Bukan bahasa biasa yang dapat ku tulis untuk mengungkap tentang hidupku, padahal aku hanyalah manusia biasa, yang saat ini sedang tertatih, merajut asa dan mimpi yang muluk, melawan getirnya suara-suara palsu, ah, tapi aku ingin terus merajut dan menyadari bahwa aku harus menjadi sesuatu.


Untuk membuka satu persatu cerita rasanya tak pantas jika ku kupas bilas sampai kering, tanganku kan luka, hatiku kan rapuh, aku tak sanggup melukisnya. Ku sadari aku nista, hal yang realita dan menakutkan, terjadi padaku, pernyataan yang tak mau ku masukan ke dalam otaku, ah, nista nya diri ini, hina tak berupa, hancur tak bersisa, ah. Telah ku palingkan wajahku dari itu, karena aku ingin melenyapkannya, aku ingin benar-benar di sambut dengan senyuman, tak akan ku katakan semoga, aku tak mau menodai suara ini dengan kepalsuan, aku ingin membuktikannya. Dan itu akan ku torehkan di dinding hati, ku gores dengan beling kaca yang ku pecah, biarlah, aku belajar untuk luka, sakit, perih, aku tau aku adalah ksatria untuk diriku sendiri, begitupun orang lain terhadap dirinya, aku ingin merasakan getirnya menahan kepalsuan, aku ingin hati ku tau, dari rasa pahit itu, aku kan menuai kata terima kasih dari hatiku sendiri.

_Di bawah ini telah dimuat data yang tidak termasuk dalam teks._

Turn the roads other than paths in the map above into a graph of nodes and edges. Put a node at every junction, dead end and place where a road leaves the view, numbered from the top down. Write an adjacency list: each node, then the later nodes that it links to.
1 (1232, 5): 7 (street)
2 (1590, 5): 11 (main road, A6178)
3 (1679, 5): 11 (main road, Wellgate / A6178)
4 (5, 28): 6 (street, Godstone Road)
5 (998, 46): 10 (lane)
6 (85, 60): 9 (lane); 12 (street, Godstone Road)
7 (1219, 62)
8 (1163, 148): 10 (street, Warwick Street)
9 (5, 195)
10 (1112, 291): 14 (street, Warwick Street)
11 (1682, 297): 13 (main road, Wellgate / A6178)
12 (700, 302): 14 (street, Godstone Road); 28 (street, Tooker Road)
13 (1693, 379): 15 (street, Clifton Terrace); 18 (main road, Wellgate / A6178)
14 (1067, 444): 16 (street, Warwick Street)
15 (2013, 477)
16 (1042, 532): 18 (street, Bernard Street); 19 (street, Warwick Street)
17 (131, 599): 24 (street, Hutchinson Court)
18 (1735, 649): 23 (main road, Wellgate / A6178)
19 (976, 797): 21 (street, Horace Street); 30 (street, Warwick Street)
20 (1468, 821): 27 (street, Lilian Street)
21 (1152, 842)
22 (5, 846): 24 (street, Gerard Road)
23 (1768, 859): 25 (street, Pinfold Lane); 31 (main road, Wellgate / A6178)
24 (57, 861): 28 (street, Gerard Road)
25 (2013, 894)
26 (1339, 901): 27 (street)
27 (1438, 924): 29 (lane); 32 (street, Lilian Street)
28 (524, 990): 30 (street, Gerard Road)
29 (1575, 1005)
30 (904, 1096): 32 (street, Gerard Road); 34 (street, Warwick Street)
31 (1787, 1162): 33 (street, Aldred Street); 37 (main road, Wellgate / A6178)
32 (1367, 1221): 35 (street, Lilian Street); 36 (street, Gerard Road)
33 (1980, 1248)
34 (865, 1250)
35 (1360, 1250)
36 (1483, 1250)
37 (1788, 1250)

Untuk menjadi sebuah cahaya di dalam bongkahan kaca, menahan kerapuhannya, mengelapnya dari embun-embun yang mengaburkan, menyanggahnya dengan besi-besi kokoh, ah, nistanya aku bermimpi untuk menjadi lentera di sebuah bahtera kecil bertuan. Tapi aku adalah bagian dari dinding-dindingnya yang berusia menjelang dewasa tingkat tinggi. Aku ingin menjadi salah satu cahaya yang dapat menerangi lorongnya yang masih butuh penerang, aku ingin menjadi lantai-lantai yang dingin untuk di pijak, menjadi lembar-lembar atap yang menaungi, aku ingin bernafas di sini, dan aku sedang belajar untuk itu. Belajar untuk menjadi sesuatu yang berguna. Di dalamnya.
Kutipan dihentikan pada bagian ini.